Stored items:
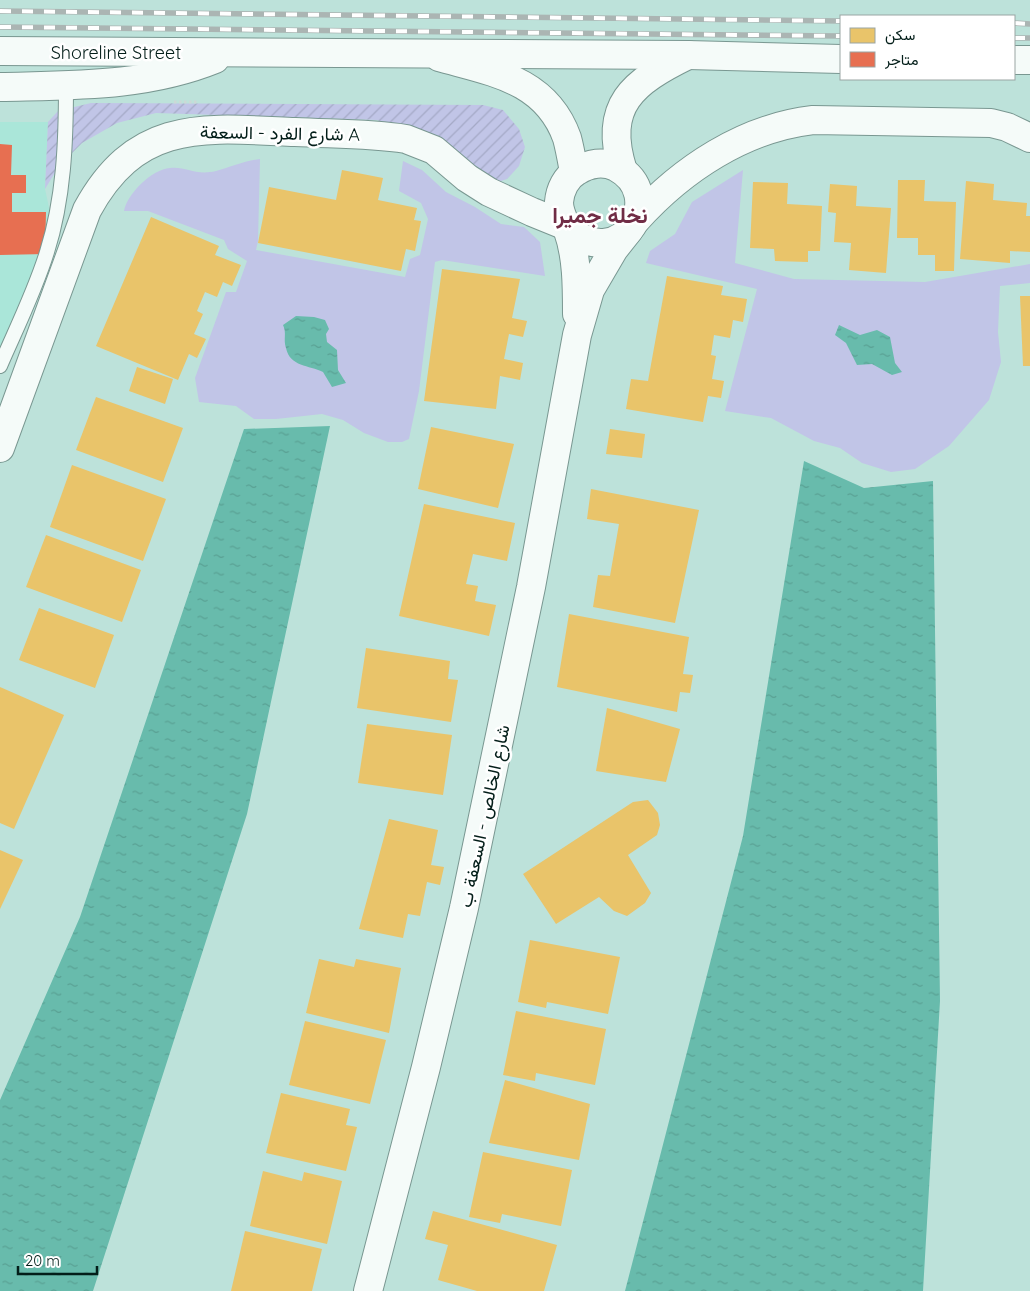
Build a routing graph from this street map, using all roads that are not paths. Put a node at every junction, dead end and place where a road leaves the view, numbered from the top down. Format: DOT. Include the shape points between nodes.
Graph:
graph roads {
  1 [pos="0,51"];
  2 [pos="231,53"];
  3 [pos="431,55"];
  4 [pos="688,55"];
  5 [pos="840,59"];
  6 [pos="1015,60"];
  7 [pos="1030,60"];
  8 [pos="66,85"];
  9 [pos="0,87"];
  10 [pos="1030,138"];
  11 [pos="714,156"];
  12 [pos="626,173"];
  13 [pos="570,177"];
  14 [pos="501,196"];
  15 [pos="633,225"];
  16 [pos="566,227"];
  17 [pos="576,335"];
  18 [pos="0,366"];
  19 [pos="0,448"];
  20 [pos="368,1291"];
  1 -- 2 [label="street, Shoreline Street"];
  2 -- 3 [label="street, Shoreline Street"];
  2 -- 8 [label="street" via="162,76 126,83"];
  3 -- 4 [label="street"];
  3 -- 13 [label="street" via="508,77 534,91 562,126 567,139"];
  4 -- 5 [label="street"];
  4 -- 12 [label="street" via="640,82 622,108 616,139"];
  6 -- 7 [label="street"];
  8 -- 9 [label="street"];
  8 -- 18 [label="lane" via="65,145 56,214 43,262"];
  10 -- 11 [label="street" via="991,123 813,120 771,128"];
  11 -- 12 [label="street" via="673,170"];
  11 -- 15 [label="street" via="666,190"];
  12 -- 13 [label="street" via="612,165 598,163 586,166"];
  12 -- 15 [label="street" via="634,183 640,201"];
  13 -- 14 [label="street, شارع الفرد - السعفة A" via="535,196"];
  13 -- 16 [label="street" via="559,203"];
  14 -- 16 [label="street, شارع الفرد - السعفة A"];
  14 -- 19 [label="street, شارع الفرد - السعفة A" via="473,182 434,150 398,138 216,128 170,135 149,144 112,172 87,210"];
  15 -- 16 [label="street" via="618,239 605,244 592,244"];
  15 -- 17 [label="street, شارع الخالص - السعفة ب" via="614,249 590,290"];
  16 -- 17 [label="street, شارع الخالص - السعفة ب" via="576,282"];
  17 -- 20 [label="street, شارع الخالص - السعفة ب" via="532,587 470,880"];
}
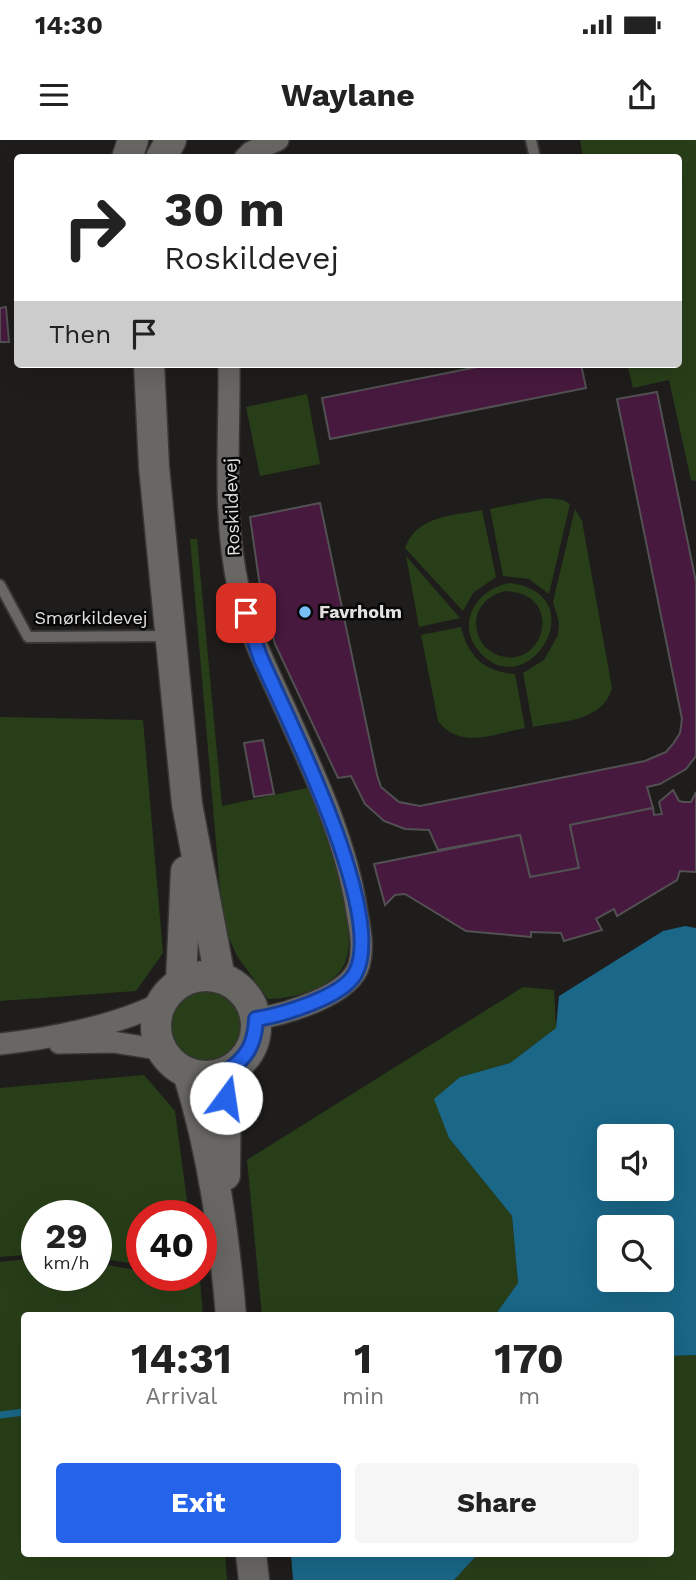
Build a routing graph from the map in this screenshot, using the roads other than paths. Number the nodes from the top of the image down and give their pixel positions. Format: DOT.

• **Requirement**: With the pictures dropped, write out all of the entries word for word.

• **Response for this exercise**:
Build a routing graph from this street map, using all roads that are not paths. Put a node at every junction, dead end and place where a road leaves the view, numbered from the top down. Format: DOT. Include the shape points between nodes.
Graph:
graph roads {
  1 [pos="0,51"];
  2 [pos="231,53"];
  3 [pos="431,55"];
  4 [pos="688,55"];
  5 [pos="840,59"];
  6 [pos="1015,60"];
  7 [pos="1030,60"];
  8 [pos="66,85"];
  9 [pos="0,87"];
  10 [pos="1030,138"];
  11 [pos="714,156"];
  12 [pos="626,173"];
  13 [pos="570,177"];
  14 [pos="501,196"];
  15 [pos="633,225"];
  16 [pos="566,227"];
  17 [pos="576,335"];
  18 [pos="0,366"];
  19 [pos="0,448"];
  20 [pos="368,1291"];
  1 -- 2 [label="street, Shoreline Street"];
  2 -- 3 [label="street, Shoreline Street"];
  2 -- 8 [label="street" via="162,76 126,83"];
  3 -- 4 [label="street"];
  3 -- 13 [label="street" via="508,77 534,91 562,126 567,139"];
  4 -- 5 [label="street"];
  4 -- 12 [label="street" via="640,82 622,108 616,139"];
  6 -- 7 [label="street"];
  8 -- 9 [label="street"];
  8 -- 18 [label="lane" via="65,145 56,214 43,262"];
  10 -- 11 [label="street" via="991,123 813,120 771,128"];
  11 -- 12 [label="street" via="673,170"];
  11 -- 15 [label="street" via="666,190"];
  12 -- 13 [label="street" via="612,165 598,163 586,166"];
  12 -- 15 [label="street" via="634,183 640,201"];
  13 -- 14 [label="street, شارع الفرد - السعفة A" via="535,196"];
  13 -- 16 [label="street" via="559,203"];
  14 -- 16 [label="street, شارع الفرد - السعفة A"];
  14 -- 19 [label="street, شارع الفرد - السعفة A" via="473,182 434,150 398,138 216,128 170,135 149,144 112,172 87,210"];
  15 -- 16 [label="street" via="618,239 605,244 592,244"];
  15 -- 17 [label="street, شارع الخالص - السعفة ب" via="614,249 590,290"];
  16 -- 17 [label="street, شارع الخالص - السعفة ب" via="576,282"];
  17 -- 20 [label="street, شارع الخالص - السعفة ب" via="532,587 470,880"];
}
Build a routing graph from the map in this screenshot, using the roads other than paths. Number the nodes from the top of the image down and give their pixel positions. Format: DOT.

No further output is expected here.